What you should do: Below are records; give the number of their lines that hold the word "street", and write nothing more.

** Opening Given records block **

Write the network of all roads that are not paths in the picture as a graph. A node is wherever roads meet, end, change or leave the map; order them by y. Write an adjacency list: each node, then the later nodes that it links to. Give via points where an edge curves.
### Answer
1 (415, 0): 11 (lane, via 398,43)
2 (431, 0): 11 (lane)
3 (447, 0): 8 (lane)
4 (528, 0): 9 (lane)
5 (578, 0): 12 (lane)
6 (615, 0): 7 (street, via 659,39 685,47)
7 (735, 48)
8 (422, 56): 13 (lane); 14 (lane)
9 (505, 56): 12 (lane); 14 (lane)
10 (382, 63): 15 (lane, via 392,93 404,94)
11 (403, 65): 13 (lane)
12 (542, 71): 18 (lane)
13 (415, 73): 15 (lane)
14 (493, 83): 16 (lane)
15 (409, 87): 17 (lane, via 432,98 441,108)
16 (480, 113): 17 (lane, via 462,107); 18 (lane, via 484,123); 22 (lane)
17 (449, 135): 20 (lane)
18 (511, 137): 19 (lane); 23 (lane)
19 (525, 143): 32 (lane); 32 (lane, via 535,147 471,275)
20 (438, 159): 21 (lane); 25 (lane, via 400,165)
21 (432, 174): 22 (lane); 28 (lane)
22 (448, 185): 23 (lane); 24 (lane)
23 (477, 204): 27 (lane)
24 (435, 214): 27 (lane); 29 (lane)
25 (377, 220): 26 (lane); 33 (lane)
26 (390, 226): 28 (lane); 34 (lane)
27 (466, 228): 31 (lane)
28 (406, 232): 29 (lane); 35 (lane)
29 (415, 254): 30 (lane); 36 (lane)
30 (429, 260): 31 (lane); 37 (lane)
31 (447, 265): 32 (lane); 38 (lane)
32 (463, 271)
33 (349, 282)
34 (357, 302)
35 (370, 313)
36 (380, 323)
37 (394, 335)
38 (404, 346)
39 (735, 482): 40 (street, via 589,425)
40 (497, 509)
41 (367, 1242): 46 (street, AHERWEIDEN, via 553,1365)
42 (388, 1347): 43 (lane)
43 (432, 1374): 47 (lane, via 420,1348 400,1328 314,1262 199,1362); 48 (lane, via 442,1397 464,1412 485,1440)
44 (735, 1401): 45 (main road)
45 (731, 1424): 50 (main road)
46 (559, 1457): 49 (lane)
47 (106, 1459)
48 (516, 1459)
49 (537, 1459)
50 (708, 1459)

** Closing Given records block **

Answer section: 3